Nell’interesse di NOME era, quindi, proposto appello cautelare (art. 310 cod. proc. pen.), tuttavia dichìarato inammissibile.
Avverso l’ordinanza che ha dichiarato l’inammissibilità ha presentato ricorso l’Avvocato NOME COGNOME nell’interesse dell’imputato, deducendo violazione dell’art. 581, lett. d),cod. proc. pen. e vizio di motivazione.
Ritiene il ricorrente che, indebitamente, il Tribunale abbia dichiarato inammissibile l’impugnazione, dal momento che, come in essa evidenziato, i principi espressi in sede di legittimità sulla compatibilità tra stato detentivo permanenza delle esigenze cautelari non si attagliano al caso concreto, in cui il condannato dovrà espiare le pene inflitte sino al lontano 2039.
Il Tribunale dell’appello cautelare avrebbe, quindi, travisato le eccezioni sollevate dinanzi ad esso, relative al difetto di attualità e concretezza del pericol di reiterazione del reato.
CONSIDERATO IN DIRITTO
Il ricorso è inammissibile.
1.1. Le deduzioni difensive appaiono reiterative e persistentemente generiche, insistendo sulla ritenuta natura astratta ed ipotetica della valutazione svolta dai Giudici di merito, senza confrontarsi con la relativa motivazione, completa e non manifestamente illogica: aspetto cui – deve precisarsi – è limitato il sindacato di legalità in tema di misure cautelari (Sez.
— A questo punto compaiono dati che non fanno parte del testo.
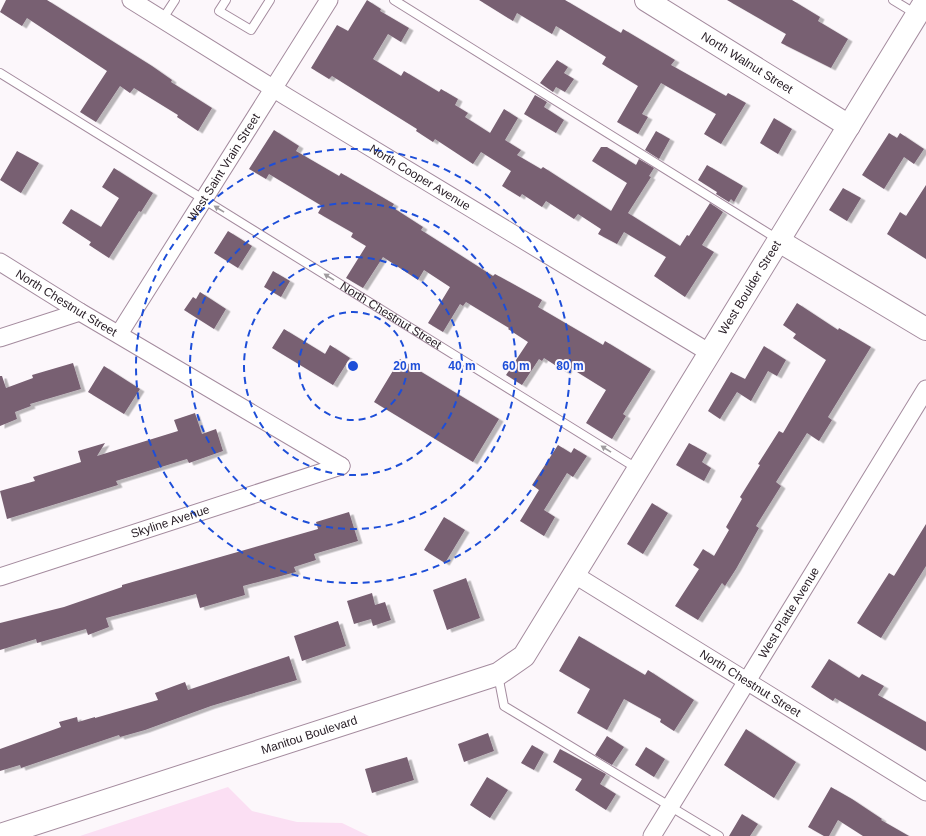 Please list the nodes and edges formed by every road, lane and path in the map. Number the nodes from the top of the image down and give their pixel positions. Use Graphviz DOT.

U. n. 11 del 22/03/2000, Audino, Rv. 215828).
1.2. Infatti, dopo aver riprodotto le considerazioni dei Giudici che avevano confermato la persistenza, seppur in minor grado, delle esigenze cautelari (considerazioni riportate nel “ritenuto in fatto” del presente provvedimento), i Giudici dell’appello cautelare hanno evidenziato come le ragioni poste dal precedente Giudicante alla base delle esigenze cautelari non fossero state confutate a livello difensivo, con ciò evidentemente ribadendole.
2 GLYPH
Quindi, hanno richiamato il pacifico insegnamento di questa Corte, secondo cui lo stato di detenzione per altra causa del destinatario di una misura coercitiva custodiale non è di per sé in contrasto con la configurabilità di esigenze cautelari, ed in particolare di quella rappresentata dal pericolo di reiterazione della condotta criminosa, atteso che nel vigente ordinamento penitenziario non vi sono titoli o condizioni detentive assolutamente ostativi alla possibilità di riacquistare, anche per brevi periodi, la condizione di libertà (Sez. 4, n. 484 del 12/11/2021, dep. 2022, COGNOME, Rv. 282416).
1.3. Il provvedimento impugnato è, pertanto, esente da vizi motivazionali.
Alla dichiarazione di inammissibilità consegue la condanna del ricorrente al pagamento delle spese del procedimento e al versamento delle somme indicate nel dispositivo, ritenute eque, in favore della Cassa delle ammende, in applicazione dell’art. 616 cod. proc. pen.
P.Q.M.
Dichiara inammissibile il ricorso e condanna il ricorrente al pagamento delle spese processuali e della somma di tremila euro alla Cassa delle ammende.